Assignment. Where a line in the material below has the string "Amal", please report it.

★ ★ ★ ★ ★

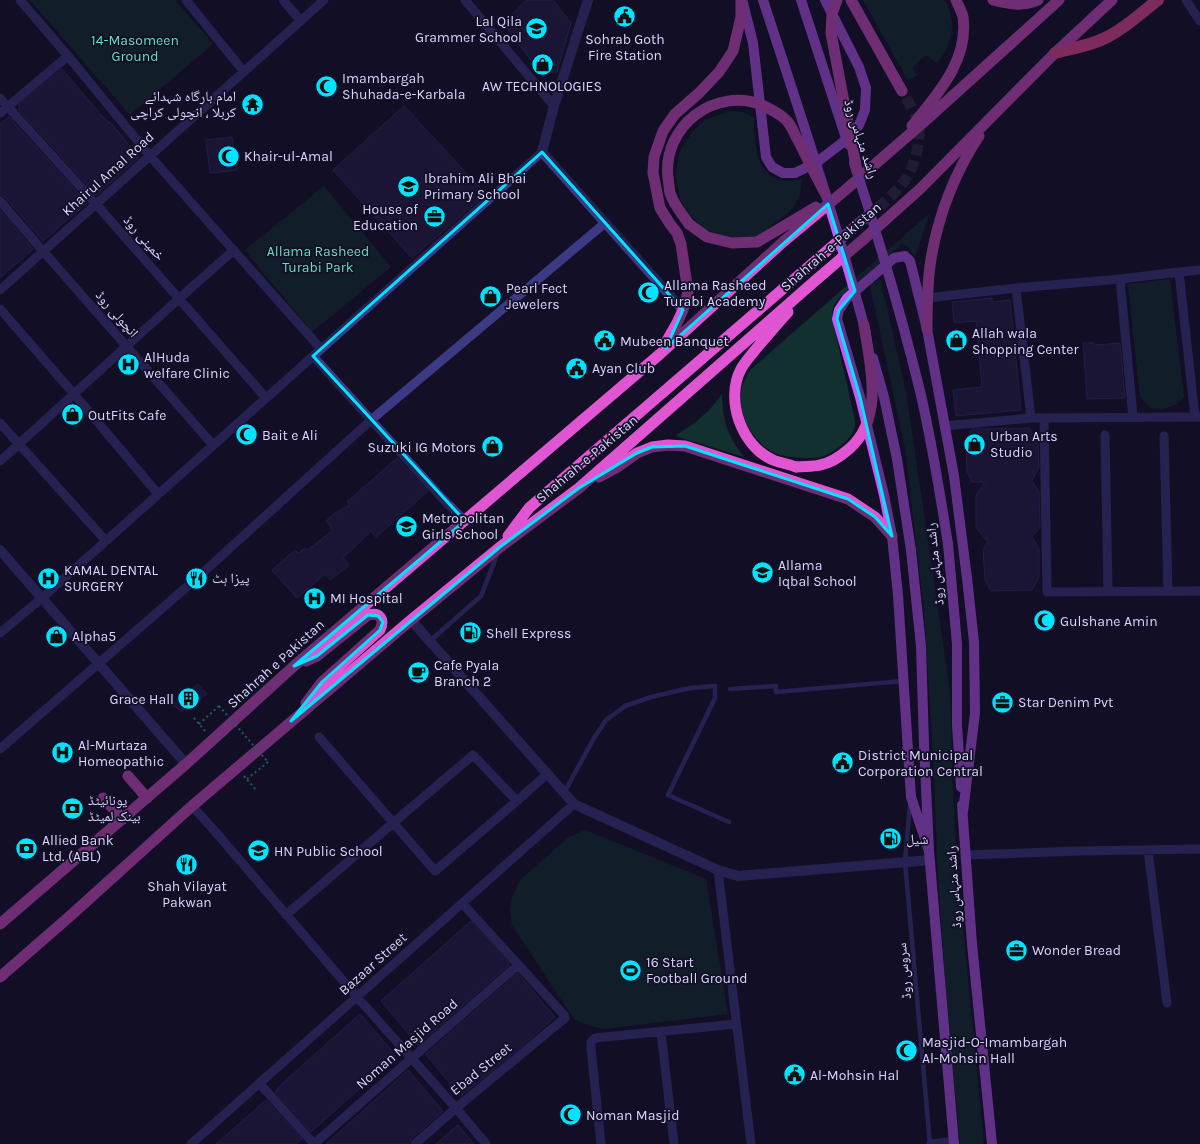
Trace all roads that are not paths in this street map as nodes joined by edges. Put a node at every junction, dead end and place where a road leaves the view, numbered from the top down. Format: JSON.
{"nodes":[{"id":1,"x":20,"y":0,"type":"edge"},
{"id":2,"x":186,"y":0,"type":"edge"},
{"id":3,"x":283,"y":0,"type":"edge"},
{"id":4,"x":324,"y":0,"type":"edge"},
{"id":5,"x":465,"y":0,"type":"edge"},
{"id":6,"x":588,"y":0,"type":"edge"},
{"id":7,"x":742,"y":0,"type":"edge"},
{"id":8,"x":763,"y":0,"type":"edge"},
{"id":9,"x":801,"y":0,"type":"edge"},
{"id":10,"x":825,"y":0,"type":"edge"},
{"id":11,"x":837,"y":0,"type":"edge"},
{"id":12,"x":850,"y":0,"type":"edge"},
{"id":13,"x":956,"y":0,"type":"edge"},
{"id":14,"x":993,"y":0,"type":"edge"},
{"id":15,"x":1038,"y":0,"type":"edge"},
{"id":16,"x":1059,"y":0,"type":"edge"},
{"id":17,"x":1112,"y":0,"type":"edge"},
{"id":18,"x":1158,"y":0,"type":"edge"},
{"id":19,"x":1186,"y":0,"type":"edge"},
{"id":20,"x":301,"y":21,"type":"junction"},
{"id":21,"x":1200,"y":21,"type":"edge"},
{"id":22,"x":1055,"y":53,"type":"junction"},
{"id":23,"x":68,"y":56,"type":"junction"},
{"id":24,"x":244,"y":72,"type":"junction"},
{"id":25,"x":902,"y":91,"type":"tunnel mouth"},
{"id":26,"x":0,"y":98,"type":"edge"},
{"id":27,"x":554,"y":106,"type":"junction"},
{"id":28,"x":8,"y":107,"type":"junction"},
{"id":29,"x":0,"y":113,"type":"edge"},
{"id":30,"x":994,"y":114,"type":"junction"},
{"id":31,"x":895,"y":146,"type":"junction"},
{"id":32,"x":542,"y":152,"type":"junction"},
{"id":33,"x":150,"y":156,"type":"junction"},
{"id":34,"x":857,"y":170,"type":"junction"},
{"id":35,"x":843,"y":192,"type":"junction"},
{"id":36,"x":825,"y":193,"type":"junction"},
{"id":37,"x":0,"y":201,"type":"edge"},
{"id":38,"x":96,"y":204,"type":"junction"},
{"id":39,"x":865,"y":218,"type":"tunnel mouth"},
{"id":40,"x":605,"y":223,"type":"junction"},
{"id":41,"x":234,"y":250,"type":"junction"},
{"id":42,"x":43,"y":251,"type":"junction"},
{"id":43,"x":1200,"y":270,"type":"edge"},
{"id":44,"x":1179,"y":272,"type":"junction"},
{"id":45,"x":1120,"y":279,"type":"junction"},
{"id":46,"x":816,"y":280,"type":"junction"},
{"id":47,"x":1016,"y":288,"type":"junction"},
{"id":48,"x":0,"y":290,"type":"edge"},
{"id":49,"x":927,"y":298,"type":"junction"},
{"id":50,"x":178,"y":299,"type":"junction"},
{"id":51,"x":0,"y":309,"type":"edge"},
{"id":52,"x":683,"y":310,"type":"junction"},
{"id":53,"x":864,"y":325,"type":"junction"},
{"id":54,"x":927,"y":329,"type":"junction"},
{"id":55,"x":127,"y":347,"type":"junction"},
{"id":56,"x":321,"y":349,"type":"junction"},
{"id":57,"x":660,"y":354,"type":"junction"},
{"id":58,"x":313,"y":356,"type":"junction"},
{"id":59,"x":74,"y":394,"type":"junction"},
{"id":60,"x":266,"y":398,"type":"junction"},
{"id":61,"x":1133,"y":417,"type":"junction"},
{"id":62,"x":1198,"y":417,"type":"edge"},
{"id":63,"x":1031,"y":418,"type":"junction"},
{"id":64,"x":1044,"y":418,"type":"junction"},
{"id":65,"x":371,"y":420,"type":"junction"},
{"id":66,"x":0,"y":423,"type":"edge"},
{"id":67,"x":944,"y":426,"type":"junction"},
{"id":68,"x":1105,"y":435,"type":"dead end"},
{"id":69,"x":1164,"y":436,"type":"dead end"},
{"id":70,"x":18,"y":444,"type":"junction"},
{"id":71,"x":213,"y":445,"type":"junction"},
{"id":72,"x":0,"y":461,"type":"edge"},
{"id":73,"x":579,"y":488,"type":"junction"},
{"id":74,"x":158,"y":494,"type":"junction"},
{"id":75,"x":465,"y":521,"type":"junction"},
{"id":76,"x":892,"y":536,"type":"junction"},
{"id":77,"x":106,"y":541,"type":"junction"},
{"id":78,"x":500,"y":547,"type":"junction"},
{"id":79,"x":0,"y":550,"type":"edge"},
{"id":80,"x":1108,"y":591,"type":"junction"},
{"id":81,"x":1168,"y":591,"type":"junction"},
{"id":82,"x":1200,"y":591,"type":"edge"},
{"id":83,"x":42,"y":598,"type":"junction"},
{"id":84,"x":411,"y":620,"type":"junction"},
{"id":85,"x":0,"y":633,"type":"edge"},
{"id":86,"x":430,"y":641,"type":"junction"},
{"id":87,"x":99,"y":663,"type":"junction"},
{"id":88,"x":294,"y":666,"type":"junction"},
{"id":89,"x":903,"y":681,"type":"junction"},
{"id":90,"x":730,"y":689,"type":"dead end"},
{"id":91,"x":291,"y":721,"type":"junction"},
{"id":92,"x":319,"y":737,"type":"dead end"},
{"id":93,"x":0,"y":749,"type":"edge"},
{"id":94,"x":186,"y":764,"type":"junction"},
{"id":95,"x":547,"y":774,"type":"junction"},
{"id":96,"x":128,"y":776,"type":"dead end"},
{"id":97,"x":564,"y":793,"type":"junction"},
{"id":98,"x":911,"y":797,"type":"junction"},
{"id":99,"x":103,"y":798,"type":"dead end"},
{"id":100,"x":147,"y":798,"type":"junction"},
{"id":101,"x":517,"y":801,"type":"junction"},
{"id":102,"x":574,"y":804,"type":"junction"},
{"id":103,"x":192,"y":806,"type":"junction"},
{"id":104,"x":962,"y":812,"type":"junction"},
{"id":105,"x":123,"y":819,"type":"junction"},
{"id":106,"x":729,"y":822,"type":"dead end"},
{"id":107,"x":393,"y":823,"type":"junction"},
{"id":108,"x":1200,"y":849,"type":"edge"},
{"id":109,"x":1148,"y":850,"type":"junction"},
{"id":110,"x":929,"y":855,"type":"junction"},
{"id":111,"x":966,"y":855,"type":"junction"},
{"id":112,"x":905,"y":862,"type":"junction"},
{"id":113,"x":718,"y":870,"type":"junction"},
{"id":114,"x":462,"y":903,"type":"junction"},
{"id":115,"x":286,"y":915,"type":"junction"},
{"id":116,"x":0,"y":924,"type":"edge"},
{"id":117,"x":518,"y":965,"type":"junction"},
{"id":118,"x":0,"y":977,"type":"edge"},
{"id":119,"x":357,"y":997,"type":"junction"},
{"id":120,"x":1167,"y":1003,"type":"dead end"},
{"id":121,"x":736,"y":1024,"type":"junction"},
{"id":122,"x":661,"y":1032,"type":"junction"},
{"id":123,"x":412,"y":1058,"type":"junction"},
{"id":124,"x":260,"y":1084,"type":"junction"},
{"id":125,"x":456,"y":1108,"type":"junction"},
{"id":126,"x":954,"y":1143,"type":"edge"},
{"id":127,"x":192,"y":1144,"type":"edge"},
{"id":128,"x":314,"y":1144,"type":"edge"},
{"id":129,"x":415,"y":1144,"type":"edge"},
{"id":130,"x":486,"y":1144,"type":"edge"},
{"id":131,"x":601,"y":1144,"type":"edge"},
{"id":132,"x":674,"y":1144,"type":"edge"},
{"id":133,"x":751,"y":1144,"type":"edge"},
{"id":134,"x":931,"y":1144,"type":"edge"},
{"id":135,"x":992,"y":1144,"type":"edge"}],
"edges":[{"from":1,"to":23,"type":"street"},
{"from":2,"to":24,"type":"street"},
{"from":3,"to":20,"type":"street"},
{"from":4,"to":20,"type":"street","name":"Khairul Amal Road"},
{"from":5,"to":27,"type":"street"},
{"from":6,"to":27,"type":"street"},
{"from":7,"to":10,"type":"main road"},
{"from":7,"to":52,"type":"highway"},
{"from":8,"to":36,"type":"main road","name":"راشد منہاس روڈ","bridge":true},
{"from":9,"to":34,"type":"main road","name":"راشد منہاس روڈ","bridge":true},
{"from":11,"to":34,"type":"highway","bridge":true},
{"from":12,"to":25,"type":"highway"},
{"from":13,"to":31,"type":"highway"},
{"from":14,"to":15,"type":"highway"},
{"from":16,"to":31,"type":"highway"},
{"from":17,"to":22,"type":"highway","name":"Shahrah-e-Pakistan"},
{"from":18,"to":22,"type":"highway"},
{"from":19,"to":21,"type":"street"},
{"from":20,"to":24,"type":"street","name":"Khairul Amal Road"},
{"from":22,"to":30,"type":"highway","name":"Shahrah-e-Pakistan"},
{"from":23,"to":28,"type":"street"},
{"from":23,"to":33,"type":"street"},
{"from":24,"to":33,"type":"street","name":"Khairul Amal Road"},
{"from":26,"to":28,"type":"street","name":"خمینی روڈ"},
{"from":27,"to":32,"type":"street"},
{"from":28,"to":29,"type":"street"},
{"from":28,"to":38,"type":"street","name":"خمینی روڈ"},
{"from":30,"to":46,"type":"highway","name":"Shahrah-e-Pakistan"},
{"from":30,"to":49,"type":"highway"},
{"from":31,"to":35,"type":"highway"},
{"from":32,"to":40,"type":"street"},
{"from":32,"to":56,"type":"street"},
{"from":33,"to":38,"type":"street","name":"Khairul Amal Road"},
{"from":33,"to":41,"type":"street"},
{"from":34,"to":104,"type":"main road","name":"راشد منہاس روڈ","bridge":true},
{"from":35,"to":36,"type":"highway","bridge":true},
{"from":35,"to":57,"type":"highway"},
{"from":36,"to":53,"type":"main road","name":"راشد منہاس روڈ","bridge":true},
{"from":37,"to":42,"type":"street","name":"انچولی روڈ"},
{"from":38,"to":42,"type":"street","name":"Khairul Amal Road"},
{"from":38,"to":50,"type":"street","name":"خمینی روڈ"},
{"from":39,"to":78,"type":"highway"},
{"from":40,"to":52,"type":"street"},
{"from":40,"to":65,"type":"street"},
{"from":41,"to":50,"type":"street"},
{"from":41,"to":56,"type":"street"},
{"from":42,"to":48,"type":"street","name":"Khairul Amal Road"},
{"from":42,"to":55,"type":"street","name":"انچولی روڈ"},
{"from":43,"to":44,"type":"street"},
{"from":44,"to":45,"type":"street"},
{"from":44,"to":62,"type":"street"},
{"from":45,"to":47,"type":"street"},
{"from":45,"to":61,"type":"street"},
{"from":46,"to":53,"type":"highway","bridge":true},
{"from":46,"to":73,"type":"highway","name":"Shahrah-e-Pakistan"},
{"from":47,"to":49,"type":"street"},
{"from":47,"to":63,"type":"street"},
{"from":49,"to":54,"type":"highway"},
{"from":50,"to":55,"type":"street"},
{"from":50,"to":60,"type":"street","name":"خمینی روڈ"},
{"from":51,"to":59,"type":"street"},
{"from":52,"to":57,"type":"highway"},
{"from":53,"to":110,"type":"main road","name":"راشد منہاس روڈ","bridge":true},
{"from":54,"to":67,"type":"main road"},
{"from":54,"to":76,"type":"main road"},
{"from":55,"to":59,"type":"street"},
{"from":55,"to":71,"type":"street","name":"انچولی روڈ"},
{"from":56,"to":58,"type":"street"},
{"from":57,"to":75,"type":"highway","name":"Shahrah e Pakistan"},
{"from":58,"to":60,"type":"street"},
{"from":58,"to":65,"type":"street"},
{"from":59,"to":70,"type":"street"},
{"from":59,"to":74,"type":"street"},
{"from":60,"to":71,"type":"street"},
{"from":61,"to":62,"type":"street"},
{"from":61,"to":64,"type":"street"},
{"from":63,"to":64,"type":"street"},
{"from":63,"to":67,"type":"street"},
{"from":64,"to":80,"type":"street"},
{"from":65,"to":75,"type":"street"},
{"from":65,"to":87,"type":"street"},
{"from":66,"to":70,"type":"street"},
{"from":67,"to":104,"type":"main road"},
{"from":68,"to":80,"type":"street"},
{"from":69,"to":81,"type":"street"},
{"from":70,"to":72,"type":"street"},
{"from":70,"to":77,"type":"street"},
{"from":71,"to":74,"type":"street"},
{"from":73,"to":76,"type":"highway"},
{"from":73,"to":78,"type":"highway","name":"Shahrah-e-Pakistan"},
{"from":74,"to":77,"type":"street"},
{"from":75,"to":88,"type":"highway","name":"Shahrah e Pakistan"},
{"from":76,"to":89,"type":"main road"},
{"from":77,"to":83,"type":"street"},
{"from":78,"to":84,"type":"highway"},
{"from":78,"to":86,"type":"lane"},
{"from":79,"to":83,"type":"street"},
{"from":80,"to":81,"type":"street"},
{"from":81,"to":82,"type":"street"},
{"from":83,"to":85,"type":"street"},
{"from":83,"to":87,"type":"street"},
{"from":84,"to":86,"type":"street"},
{"from":84,"to":91,"type":"highway"},
{"from":86,"to":95,"type":"street"},
{"from":87,"to":93,"type":"street"},
{"from":87,"to":94,"type":"street"},
{"from":88,"to":91,"type":"highway"},
{"from":88,"to":94,"type":"highway","name":"Shahrah e Pakistan"},
{"from":89,"to":90,"type":"lane"},
{"from":89,"to":98,"type":"main road"},
{"from":91,"to":103,"type":"highway"},
{"from":92,"to":107,"type":"street"},
{"from":94,"to":100,"type":"highway","name":"Shahrah e Pakistan"},
{"from":95,"to":97,"type":"street"},
{"from":95,"to":101,"type":"street"},
{"from":96,"to":100,"type":"highway"},
{"from":97,"to":102,"type":"street"},
{"from":97,"to":106,"type":"lane"},
{"from":98,"to":110,"type":"main road"},
{"from":98,"to":112,"type":"lane","name":"سروس روڈ"},
{"from":99,"to":105,"type":"highway"},
{"from":100,"to":105,"type":"highway","name":"Shahrah e Pakistan"},
{"from":101,"to":107,"type":"street"},
{"from":101,"to":107,"type":"street"},
{"from":102,"to":113,"type":"street"},
{"from":102,"to":114,"type":"street","name":"Bazaar Street"},
{"from":103,"to":115,"type":"street"},
{"from":103,"to":118,"type":"highway"},
{"from":104,"to":111,"type":"main road","name":"راشد منہاس روڈ"},
{"from":105,"to":116,"type":"highway","name":"Shahrah e Pakistan"},
{"from":107,"to":115,"type":"street"},
{"from":108,"to":109,"type":"street"},
{"from":109,"to":111,"type":"street"},
{"from":109,"to":120,"type":"street"},
{"from":110,"to":112,"type":"street"},
{"from":110,"to":126,"type":"main road","name":"راشد منہاس روڈ"},
{"from":111,"to":135,"type":"main road","name":"راشد منہاس روڈ"},
{"from":112,"to":113,"type":"street"},
{"from":112,"to":134,"type":"lane","name":"سروس روڈ"},
{"from":113,"to":121,"type":"street"},
{"from":114,"to":117,"type":"street"},
{"from":114,"to":119,"type":"street","name":"Bazaar Street"},
{"from":115,"to":119,"type":"street"},
{"from":117,"to":123,"type":"street","name":"Noman Masjid Road"},
{"from":117,"to":125,"type":"street","name":"Ebad Street"},
{"from":119,"to":123,"type":"street"},
{"from":119,"to":124,"type":"street","name":"Bazaar Street"},
{"from":121,"to":122,"type":"street"},
{"from":121,"to":133,"type":"street"},
{"from":122,"to":131,"type":"street"},
{"from":122,"to":132,"type":"street"},
{"from":123,"to":125,"type":"street"},
{"from":123,"to":128,"type":"street","name":"Noman Masjid Road"},
{"from":124,"to":127,"type":"street","name":"Bazaar Street"},
{"from":124,"to":128,"type":"street"},
{"from":125,"to":129,"type":"street","name":"Ebad Street"},
{"from":125,"to":130,"type":"street"},
{"from":126,"to":134,"type":"street"}]}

★ ★ ★ ★ ★

Response for this exercise.
{"from":4,"to":20,"type":"street","name":"Khairul Amal Road"},
{"from":20,"to":24,"type":"street","name":"Khairul Amal Road"},
{"from":24,"to":33,"type":"street","name":"Khairul Amal Road"},
{"from":33,"to":38,"type":"street","name":"Khairul Amal Road"},
{"from":38,"to":42,"type":"street","name":"Khairul Amal Road"},
{"from":42,"to":48,"type":"street","name":"Khairul Amal Road"},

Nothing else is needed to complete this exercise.